AIM OF THE TASK
Repeat the data that follows exactly, starting at the line with "pinky mcp: (120, 188)" and ending at the line with "index mcp: (703, 767)", and leave out every picture.

(Dataset entries)
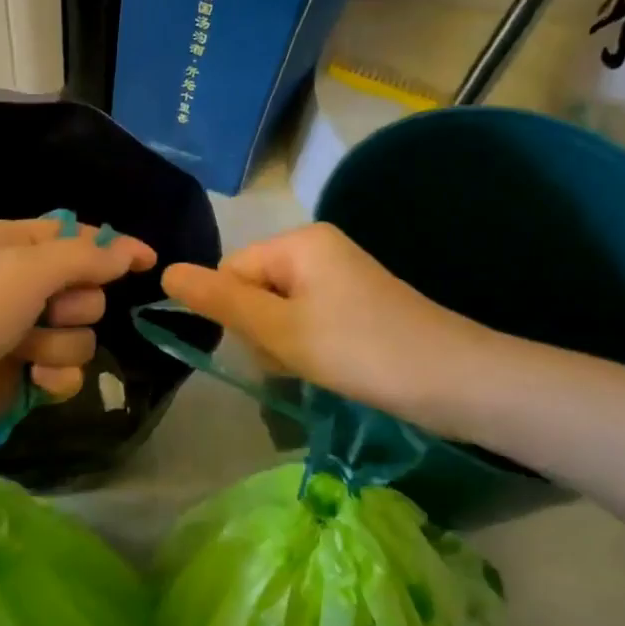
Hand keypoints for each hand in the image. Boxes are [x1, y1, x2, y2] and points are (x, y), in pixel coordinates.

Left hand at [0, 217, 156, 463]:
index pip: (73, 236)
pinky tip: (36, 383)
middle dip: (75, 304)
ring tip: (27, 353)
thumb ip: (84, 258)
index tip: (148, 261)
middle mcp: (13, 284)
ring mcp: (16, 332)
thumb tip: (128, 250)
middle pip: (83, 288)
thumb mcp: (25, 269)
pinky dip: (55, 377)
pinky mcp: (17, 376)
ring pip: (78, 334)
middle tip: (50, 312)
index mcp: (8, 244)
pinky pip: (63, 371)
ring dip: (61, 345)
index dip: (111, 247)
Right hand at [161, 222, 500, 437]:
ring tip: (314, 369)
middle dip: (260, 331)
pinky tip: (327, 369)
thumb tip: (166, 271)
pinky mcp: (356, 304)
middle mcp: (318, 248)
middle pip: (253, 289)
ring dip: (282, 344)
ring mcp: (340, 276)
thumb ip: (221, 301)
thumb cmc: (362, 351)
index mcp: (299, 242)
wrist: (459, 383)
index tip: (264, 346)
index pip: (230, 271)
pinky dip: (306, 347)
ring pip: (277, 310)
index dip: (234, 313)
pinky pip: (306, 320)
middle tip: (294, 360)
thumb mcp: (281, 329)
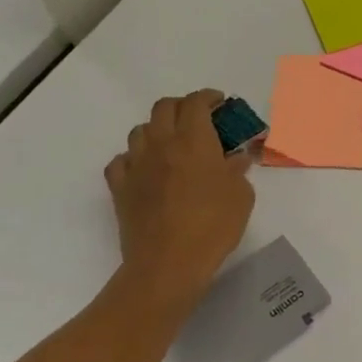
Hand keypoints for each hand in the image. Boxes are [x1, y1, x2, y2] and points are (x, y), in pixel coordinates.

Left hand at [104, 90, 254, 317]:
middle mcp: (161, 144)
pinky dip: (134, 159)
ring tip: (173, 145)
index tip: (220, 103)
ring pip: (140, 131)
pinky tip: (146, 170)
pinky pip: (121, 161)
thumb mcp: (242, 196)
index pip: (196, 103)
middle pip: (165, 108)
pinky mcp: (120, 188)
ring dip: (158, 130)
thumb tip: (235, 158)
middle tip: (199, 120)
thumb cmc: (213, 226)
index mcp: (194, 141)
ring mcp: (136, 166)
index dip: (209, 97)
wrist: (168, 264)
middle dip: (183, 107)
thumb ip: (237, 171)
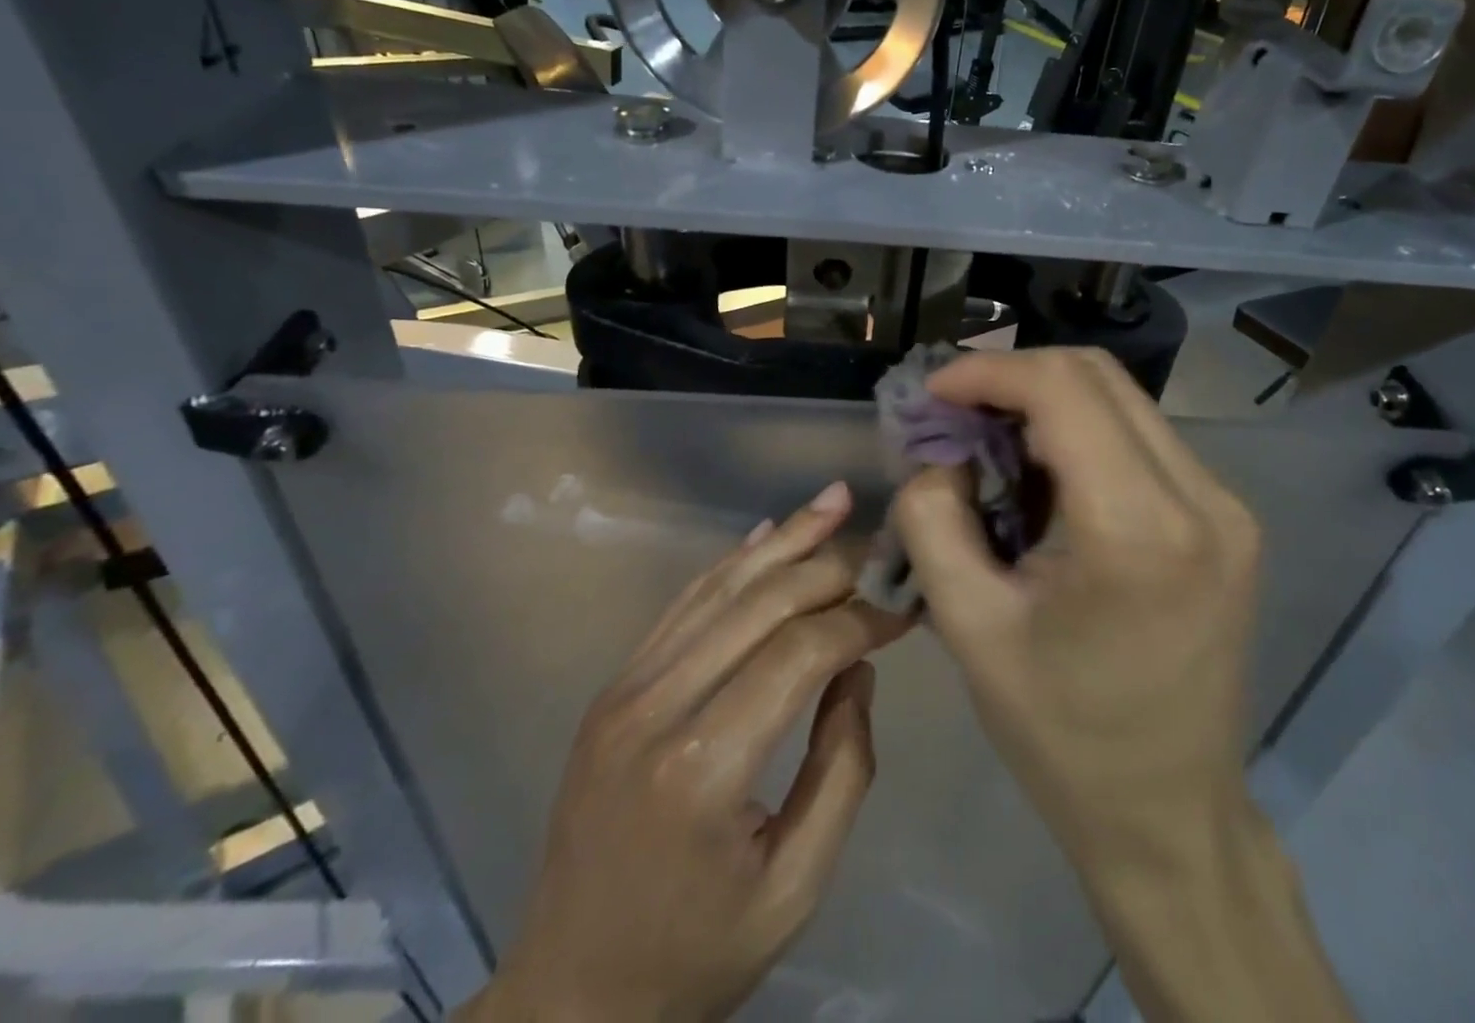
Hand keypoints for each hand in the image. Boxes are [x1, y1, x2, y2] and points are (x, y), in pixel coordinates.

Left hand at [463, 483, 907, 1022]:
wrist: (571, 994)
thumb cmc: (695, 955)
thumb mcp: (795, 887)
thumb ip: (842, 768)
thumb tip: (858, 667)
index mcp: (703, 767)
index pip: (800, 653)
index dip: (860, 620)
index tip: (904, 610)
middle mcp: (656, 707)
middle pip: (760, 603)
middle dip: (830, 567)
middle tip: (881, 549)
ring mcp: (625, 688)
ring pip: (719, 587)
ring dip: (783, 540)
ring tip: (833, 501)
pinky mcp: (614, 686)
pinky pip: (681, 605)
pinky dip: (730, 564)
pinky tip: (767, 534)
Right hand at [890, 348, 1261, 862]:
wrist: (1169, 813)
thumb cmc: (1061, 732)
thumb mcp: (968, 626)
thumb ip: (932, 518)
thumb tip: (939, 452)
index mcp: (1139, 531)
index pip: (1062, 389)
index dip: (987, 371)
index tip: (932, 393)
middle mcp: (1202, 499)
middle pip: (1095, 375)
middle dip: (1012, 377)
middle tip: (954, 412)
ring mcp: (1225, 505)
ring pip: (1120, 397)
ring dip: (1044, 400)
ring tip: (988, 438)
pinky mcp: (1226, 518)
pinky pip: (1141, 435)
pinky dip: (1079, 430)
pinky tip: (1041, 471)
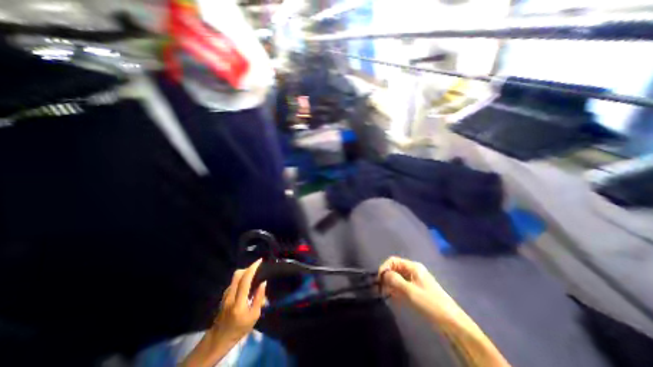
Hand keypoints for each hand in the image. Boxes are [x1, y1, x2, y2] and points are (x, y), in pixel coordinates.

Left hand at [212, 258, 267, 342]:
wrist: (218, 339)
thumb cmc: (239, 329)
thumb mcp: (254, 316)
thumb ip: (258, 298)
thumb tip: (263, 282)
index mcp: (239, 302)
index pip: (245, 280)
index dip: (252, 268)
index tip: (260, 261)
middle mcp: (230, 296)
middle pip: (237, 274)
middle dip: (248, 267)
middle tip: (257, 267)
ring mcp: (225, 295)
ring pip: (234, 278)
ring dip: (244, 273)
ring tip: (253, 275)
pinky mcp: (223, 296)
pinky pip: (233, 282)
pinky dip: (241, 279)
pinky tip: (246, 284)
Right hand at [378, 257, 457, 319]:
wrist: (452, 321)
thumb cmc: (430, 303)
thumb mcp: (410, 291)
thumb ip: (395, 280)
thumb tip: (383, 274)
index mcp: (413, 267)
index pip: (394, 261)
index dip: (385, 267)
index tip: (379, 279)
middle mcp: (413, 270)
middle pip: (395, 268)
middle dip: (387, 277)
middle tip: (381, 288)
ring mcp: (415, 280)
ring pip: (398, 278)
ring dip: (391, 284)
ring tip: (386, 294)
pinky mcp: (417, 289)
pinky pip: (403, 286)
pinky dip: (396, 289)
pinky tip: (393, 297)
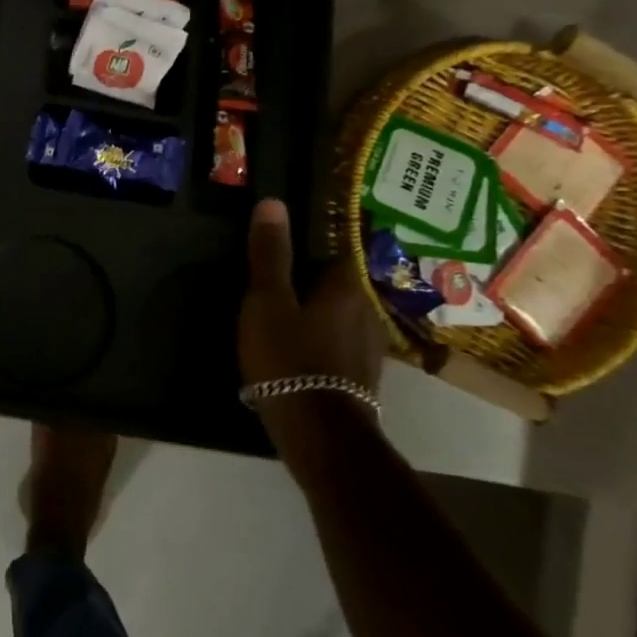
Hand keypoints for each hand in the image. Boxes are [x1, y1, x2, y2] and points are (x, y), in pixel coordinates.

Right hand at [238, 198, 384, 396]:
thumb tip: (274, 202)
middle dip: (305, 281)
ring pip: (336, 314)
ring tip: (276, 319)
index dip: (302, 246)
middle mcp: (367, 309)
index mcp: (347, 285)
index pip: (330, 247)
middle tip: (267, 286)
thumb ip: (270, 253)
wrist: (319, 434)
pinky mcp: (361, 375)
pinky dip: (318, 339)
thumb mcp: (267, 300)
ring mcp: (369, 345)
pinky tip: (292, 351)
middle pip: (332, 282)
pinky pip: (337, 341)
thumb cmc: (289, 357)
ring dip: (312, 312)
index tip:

EXERCISE RESPONSE
pinky mcp: (120, 188)
ring dip: (158, 130)
thumb tip: (235, 158)
middle tip: (199, 120)
thumb cmc: (213, 226)
index mcp: (194, 141)
ring mcp: (136, 166)
index dip: (209, 97)
wrist: (168, 264)
middle dip: (183, 107)
thumb ip: (237, 171)
Hand keypoints for each hand in the image. Boxes are [x1, y1, x2, y2] and points are (x, y), in pixel coordinates.

Left hand at [463, 483, 907, 1022]:
wrist: (571, 994)
thumb cmc: (695, 955)
thumb mcp: (795, 887)
thumb ip: (842, 768)
thumb tip: (858, 667)
index mcp: (703, 767)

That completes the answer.